Task item | Filter the entries for the string "Pernambuco". Copy each line that has it.

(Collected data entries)
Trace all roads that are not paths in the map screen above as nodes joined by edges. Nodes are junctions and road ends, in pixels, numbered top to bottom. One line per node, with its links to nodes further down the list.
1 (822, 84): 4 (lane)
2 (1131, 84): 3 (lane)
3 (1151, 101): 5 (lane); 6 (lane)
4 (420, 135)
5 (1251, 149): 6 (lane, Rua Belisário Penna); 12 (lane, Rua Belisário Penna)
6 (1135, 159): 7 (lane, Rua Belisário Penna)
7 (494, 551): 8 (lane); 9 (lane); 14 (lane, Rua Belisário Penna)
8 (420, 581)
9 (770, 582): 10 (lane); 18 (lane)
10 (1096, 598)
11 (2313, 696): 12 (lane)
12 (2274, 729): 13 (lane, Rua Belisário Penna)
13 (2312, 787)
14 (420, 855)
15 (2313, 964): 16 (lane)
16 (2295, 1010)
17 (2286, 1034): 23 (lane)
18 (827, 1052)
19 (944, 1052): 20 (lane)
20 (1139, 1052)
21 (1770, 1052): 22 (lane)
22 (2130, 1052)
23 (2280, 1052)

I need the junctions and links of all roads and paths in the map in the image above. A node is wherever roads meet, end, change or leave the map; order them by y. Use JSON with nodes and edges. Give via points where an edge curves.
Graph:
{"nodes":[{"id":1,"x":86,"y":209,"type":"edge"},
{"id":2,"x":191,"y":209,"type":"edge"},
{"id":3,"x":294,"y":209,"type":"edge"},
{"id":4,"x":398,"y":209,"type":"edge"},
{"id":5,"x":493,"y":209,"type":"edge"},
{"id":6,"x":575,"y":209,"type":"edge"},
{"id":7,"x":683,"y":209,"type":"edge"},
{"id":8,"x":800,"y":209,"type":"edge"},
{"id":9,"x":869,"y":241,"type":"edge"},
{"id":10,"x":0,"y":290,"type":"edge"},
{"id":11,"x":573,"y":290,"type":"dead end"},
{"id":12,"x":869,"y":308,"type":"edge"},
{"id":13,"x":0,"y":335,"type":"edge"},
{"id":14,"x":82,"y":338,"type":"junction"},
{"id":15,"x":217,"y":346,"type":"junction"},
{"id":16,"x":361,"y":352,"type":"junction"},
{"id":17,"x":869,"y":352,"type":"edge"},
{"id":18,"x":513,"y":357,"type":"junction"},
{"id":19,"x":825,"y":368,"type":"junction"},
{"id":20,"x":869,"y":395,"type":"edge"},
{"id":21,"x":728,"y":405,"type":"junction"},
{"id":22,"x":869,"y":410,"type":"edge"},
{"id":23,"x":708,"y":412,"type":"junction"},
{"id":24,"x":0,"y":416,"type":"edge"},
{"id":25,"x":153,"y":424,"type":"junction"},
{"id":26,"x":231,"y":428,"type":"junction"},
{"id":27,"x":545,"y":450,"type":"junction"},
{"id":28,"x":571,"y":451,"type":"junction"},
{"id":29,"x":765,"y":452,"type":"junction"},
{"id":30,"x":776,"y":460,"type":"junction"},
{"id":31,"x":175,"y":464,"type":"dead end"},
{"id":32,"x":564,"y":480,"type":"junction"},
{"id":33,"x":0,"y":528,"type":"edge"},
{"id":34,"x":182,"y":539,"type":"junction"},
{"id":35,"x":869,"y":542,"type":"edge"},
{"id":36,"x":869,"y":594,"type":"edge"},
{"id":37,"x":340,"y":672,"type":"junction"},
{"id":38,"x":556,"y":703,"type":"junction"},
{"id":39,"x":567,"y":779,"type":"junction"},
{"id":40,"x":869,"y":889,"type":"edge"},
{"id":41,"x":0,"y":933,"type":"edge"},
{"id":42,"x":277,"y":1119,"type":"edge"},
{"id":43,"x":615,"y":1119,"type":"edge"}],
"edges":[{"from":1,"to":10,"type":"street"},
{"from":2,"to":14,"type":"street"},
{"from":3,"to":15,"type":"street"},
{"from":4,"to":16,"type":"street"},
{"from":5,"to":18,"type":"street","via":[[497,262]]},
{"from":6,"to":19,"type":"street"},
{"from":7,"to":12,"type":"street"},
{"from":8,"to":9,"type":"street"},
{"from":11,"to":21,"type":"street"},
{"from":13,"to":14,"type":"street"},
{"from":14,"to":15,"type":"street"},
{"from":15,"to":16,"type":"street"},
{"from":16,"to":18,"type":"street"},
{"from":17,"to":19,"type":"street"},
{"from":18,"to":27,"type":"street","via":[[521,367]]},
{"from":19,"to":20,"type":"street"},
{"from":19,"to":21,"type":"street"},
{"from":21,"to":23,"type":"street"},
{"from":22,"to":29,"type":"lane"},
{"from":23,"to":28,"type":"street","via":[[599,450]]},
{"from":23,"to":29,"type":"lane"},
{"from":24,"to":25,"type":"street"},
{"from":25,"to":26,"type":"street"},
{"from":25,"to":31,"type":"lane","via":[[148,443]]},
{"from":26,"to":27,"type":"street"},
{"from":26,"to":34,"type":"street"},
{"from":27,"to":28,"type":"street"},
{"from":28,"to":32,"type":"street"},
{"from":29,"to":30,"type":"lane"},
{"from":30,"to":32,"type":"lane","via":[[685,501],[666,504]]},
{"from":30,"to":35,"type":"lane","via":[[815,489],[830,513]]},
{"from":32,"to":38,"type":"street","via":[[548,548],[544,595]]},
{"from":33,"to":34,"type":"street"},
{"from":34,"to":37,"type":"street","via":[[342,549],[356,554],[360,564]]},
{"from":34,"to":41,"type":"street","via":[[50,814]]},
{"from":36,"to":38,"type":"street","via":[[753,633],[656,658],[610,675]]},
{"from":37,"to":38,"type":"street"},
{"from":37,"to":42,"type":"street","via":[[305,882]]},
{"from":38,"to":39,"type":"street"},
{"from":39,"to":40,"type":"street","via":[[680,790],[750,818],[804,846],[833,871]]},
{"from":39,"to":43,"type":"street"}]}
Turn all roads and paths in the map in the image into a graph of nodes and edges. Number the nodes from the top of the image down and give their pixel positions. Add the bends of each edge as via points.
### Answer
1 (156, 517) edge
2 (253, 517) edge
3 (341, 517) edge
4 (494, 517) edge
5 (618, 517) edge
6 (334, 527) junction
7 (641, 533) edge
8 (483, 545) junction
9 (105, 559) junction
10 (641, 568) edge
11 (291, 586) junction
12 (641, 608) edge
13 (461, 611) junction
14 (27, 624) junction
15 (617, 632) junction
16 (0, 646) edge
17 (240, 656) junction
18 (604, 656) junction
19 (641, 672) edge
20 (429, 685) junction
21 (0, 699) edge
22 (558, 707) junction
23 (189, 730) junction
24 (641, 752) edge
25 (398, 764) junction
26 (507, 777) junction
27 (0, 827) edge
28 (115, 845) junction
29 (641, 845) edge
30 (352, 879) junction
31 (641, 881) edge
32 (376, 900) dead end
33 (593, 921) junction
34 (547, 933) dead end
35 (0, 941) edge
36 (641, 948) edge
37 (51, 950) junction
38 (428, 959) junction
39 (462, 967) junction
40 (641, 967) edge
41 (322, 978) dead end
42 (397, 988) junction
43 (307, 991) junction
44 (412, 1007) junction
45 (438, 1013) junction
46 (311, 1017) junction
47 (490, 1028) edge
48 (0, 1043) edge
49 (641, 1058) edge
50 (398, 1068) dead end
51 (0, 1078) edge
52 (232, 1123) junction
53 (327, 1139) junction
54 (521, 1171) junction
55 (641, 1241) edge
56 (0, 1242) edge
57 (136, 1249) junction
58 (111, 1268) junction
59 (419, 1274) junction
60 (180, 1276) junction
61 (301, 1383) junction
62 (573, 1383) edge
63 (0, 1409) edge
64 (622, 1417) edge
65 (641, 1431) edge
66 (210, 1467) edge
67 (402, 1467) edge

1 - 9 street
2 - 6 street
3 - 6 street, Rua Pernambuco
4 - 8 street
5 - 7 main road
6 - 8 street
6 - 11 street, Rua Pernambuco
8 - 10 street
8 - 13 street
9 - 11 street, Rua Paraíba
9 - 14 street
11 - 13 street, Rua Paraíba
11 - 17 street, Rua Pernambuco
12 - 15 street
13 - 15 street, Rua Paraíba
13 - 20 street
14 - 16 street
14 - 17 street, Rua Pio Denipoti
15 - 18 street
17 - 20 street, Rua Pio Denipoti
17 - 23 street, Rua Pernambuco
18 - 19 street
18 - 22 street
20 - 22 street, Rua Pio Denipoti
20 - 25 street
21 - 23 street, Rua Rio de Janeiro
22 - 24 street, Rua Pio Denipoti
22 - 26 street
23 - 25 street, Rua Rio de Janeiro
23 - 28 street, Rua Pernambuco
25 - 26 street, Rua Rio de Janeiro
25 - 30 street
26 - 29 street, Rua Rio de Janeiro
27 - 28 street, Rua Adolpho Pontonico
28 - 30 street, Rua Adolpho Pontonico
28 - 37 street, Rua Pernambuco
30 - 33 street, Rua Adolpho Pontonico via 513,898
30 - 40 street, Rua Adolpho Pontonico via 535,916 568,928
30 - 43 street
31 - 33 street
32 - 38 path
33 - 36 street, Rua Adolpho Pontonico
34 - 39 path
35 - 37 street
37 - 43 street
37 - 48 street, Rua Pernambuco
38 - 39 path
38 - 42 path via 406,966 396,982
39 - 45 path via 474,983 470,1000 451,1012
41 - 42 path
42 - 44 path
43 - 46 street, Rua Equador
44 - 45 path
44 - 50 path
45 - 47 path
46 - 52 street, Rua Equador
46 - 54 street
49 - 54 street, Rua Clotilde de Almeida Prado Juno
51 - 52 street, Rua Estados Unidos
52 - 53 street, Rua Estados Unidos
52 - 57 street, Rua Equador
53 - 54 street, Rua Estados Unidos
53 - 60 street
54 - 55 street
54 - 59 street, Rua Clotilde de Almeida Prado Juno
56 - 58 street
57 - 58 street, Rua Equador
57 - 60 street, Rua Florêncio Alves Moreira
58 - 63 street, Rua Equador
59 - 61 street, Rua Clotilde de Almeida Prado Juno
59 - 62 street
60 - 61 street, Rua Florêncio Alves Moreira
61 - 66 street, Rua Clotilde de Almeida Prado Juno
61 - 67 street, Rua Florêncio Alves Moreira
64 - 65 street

Exercise solution |
3 - 6 street, Rua Pernambuco
6 - 11 street, Rua Pernambuco
11 - 17 street, Rua Pernambuco
17 - 23 street, Rua Pernambuco
23 - 28 street, Rua Pernambuco
28 - 37 street, Rua Pernambuco
37 - 48 street, Rua Pernambuco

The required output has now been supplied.